Agnes Aguirre
São as mãos que a denunciam. Nervosa, dobra massa que não precisa de ser dobrada, achata-a, recomeça, e só depois diz o que queria dizer. A Agnes tem quarenta e um anos e dá aulas, com a paciência de quem explicou a mesma coisa quarenta vezes sem levantar a voz, e depois passa a noite a dar cotoveladas na aula de artes marciais e chama àquilo descontrair. Os fins de semana são biquíni, uma série vista a meio e algo mais interessante a passar à frente do ecrã. Como meia-irmã, provoca sem pudor nenhum e sabe-o perfeitamente.

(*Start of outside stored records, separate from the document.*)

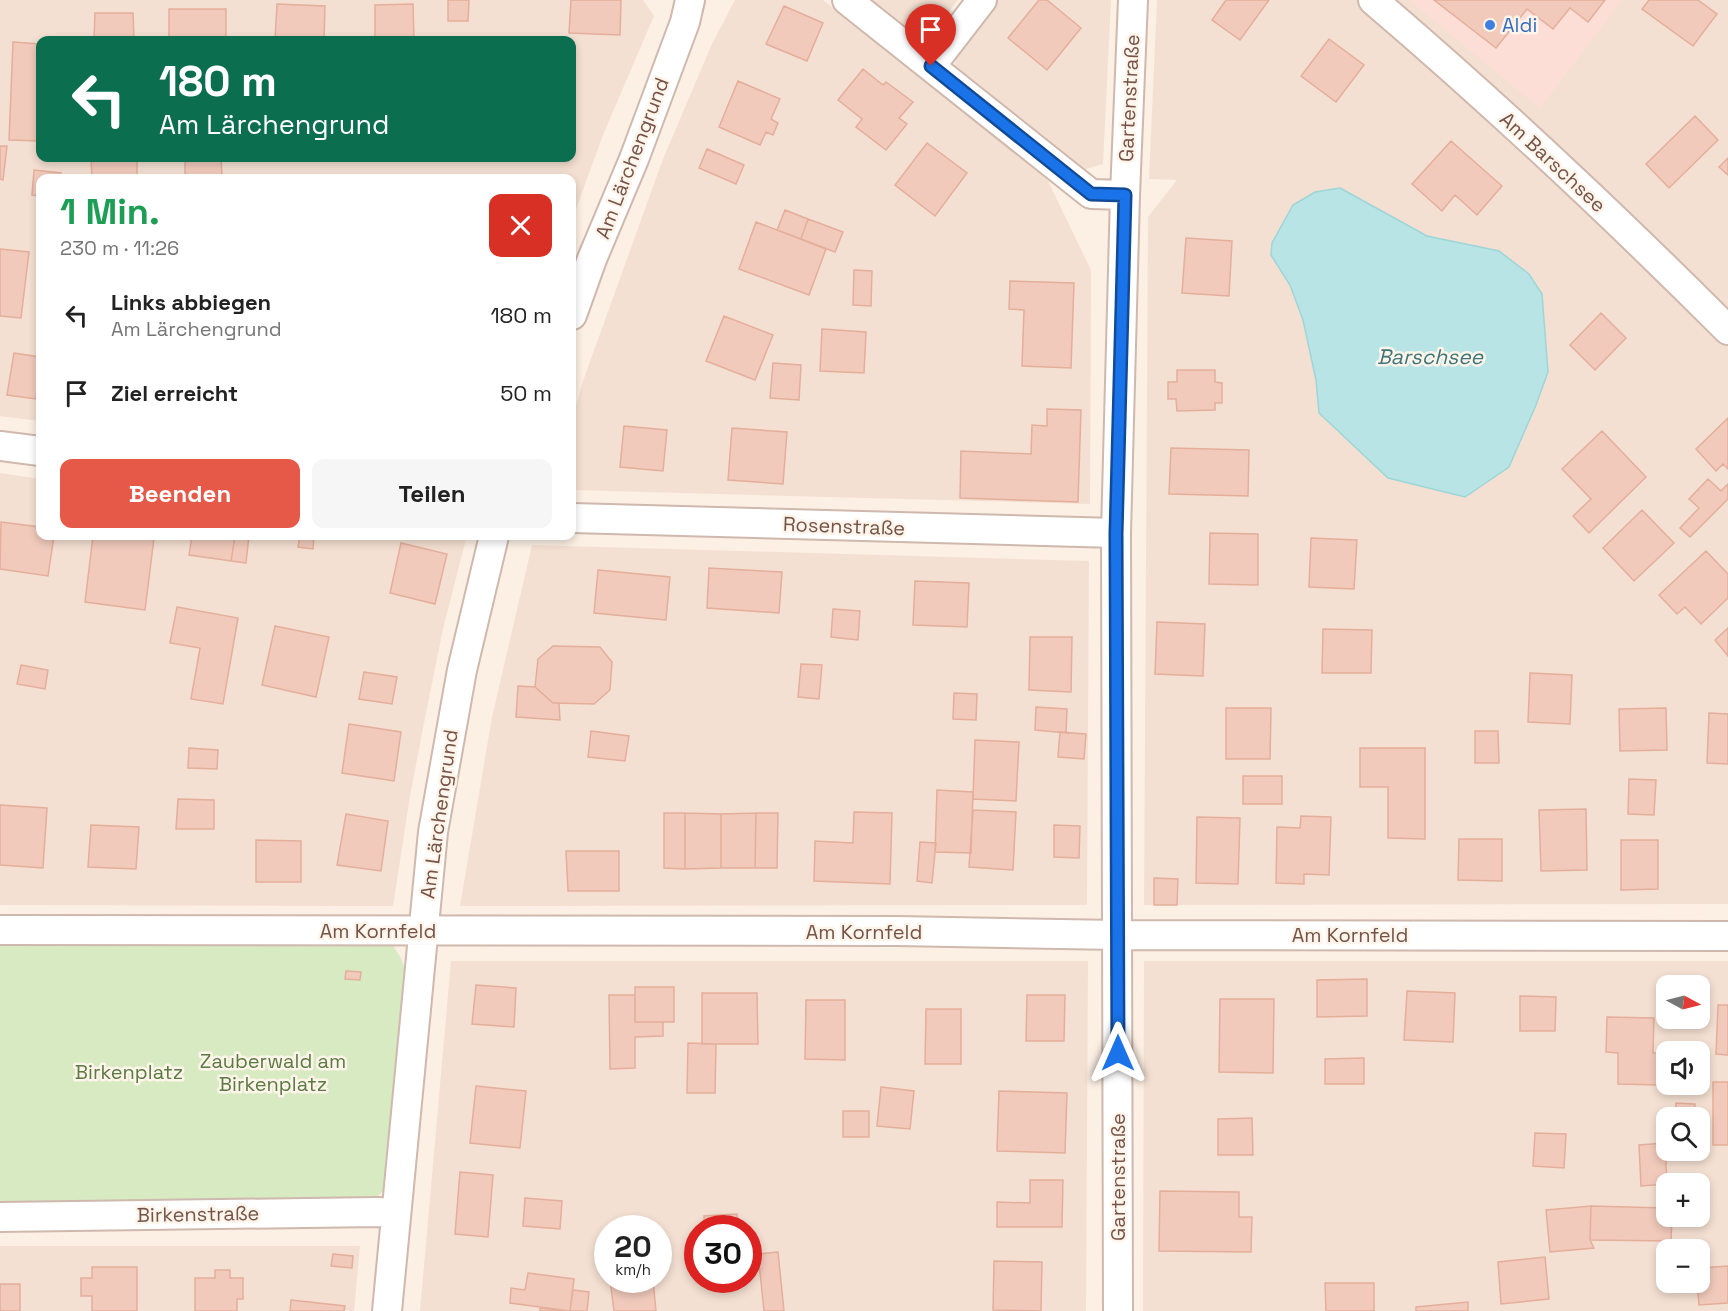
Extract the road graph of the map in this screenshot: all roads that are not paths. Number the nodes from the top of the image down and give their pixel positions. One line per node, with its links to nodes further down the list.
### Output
1 (690, 0): 8 (street, Am Lärchengrund)
2 (847, 0): 6 (street)
3 (982, 0): 6 (street)
4 (1133, 0): 7 (street, Gartenstraße)
5 (1373, 0): 9 (street, Am Barschsee)
6 (931, 66): 7 (street)
7 (1125, 195): 13 (street, Gartenstraße)
8 (576, 304)
9 (1728, 330)
10 (0, 446): 11 (street)
11 (36, 451)
12 (576, 518): 13 (street, Rosenstraße)
13 (1116, 534): 17 (street, Gartenstraße)
14 (493, 540): 16 (street, Am Lärchengrund)
15 (0, 930): 16 (street, Am Kornfeld)
16 (423, 931): 17 (street, Am Kornfeld); 19 (street, Am Lärchengrund)
17 (1118, 935): 18 (street, Am Kornfeld); 22 (street, Gartenstraße)
18 (1728, 936)
19 (396, 1213): 20 (street, Birkenstraße); 21 (street, Am Lärchengrund)
20 (0, 1216)
21 (387, 1311)
22 (1118, 1311)

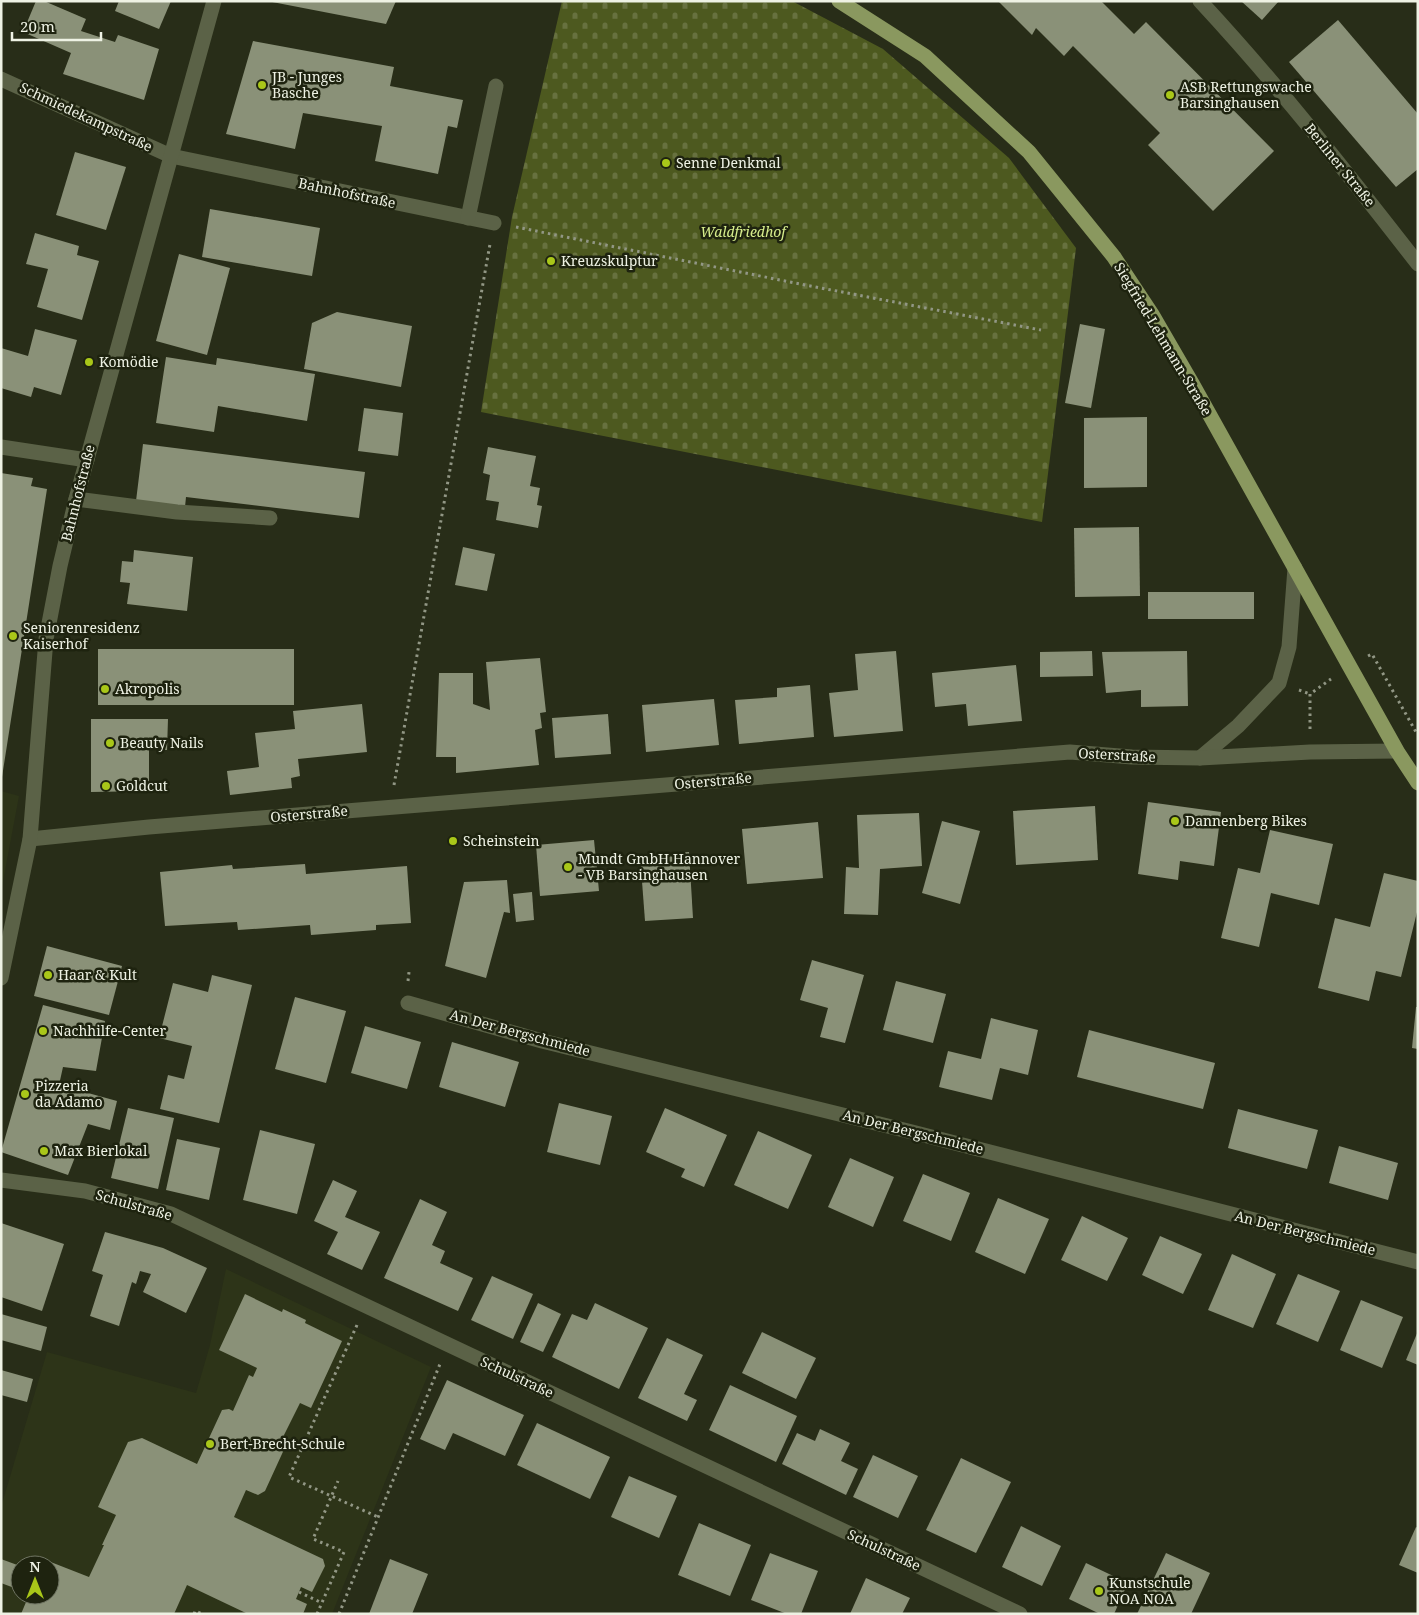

Falar com a Agnes é ser o preferido de uma professora que já deixou de fingir discrição.

Elisa Rowe
De dia há marcadores, um portátil e uma aula onde está mais ou menos presente. À uma da manhã há um terraço, a playlist de outra pessoa e a Elisa a decidir que a noite não acabou só porque o bar fechou. Vinte e quatro anos, estudante no papel, especialista em impulso na prática. O verão resume-se a um biquíni e a um grupo de conversa que nunca dorme, e a razão para nunca dormir é sempre ela. Como irmã por afinidade, há muito que deixou de fingir ser a ajuizada nos jantares de família. Falar com ela é deixar-se convencer no instante exacto em que já tinhas decidido ir para casa.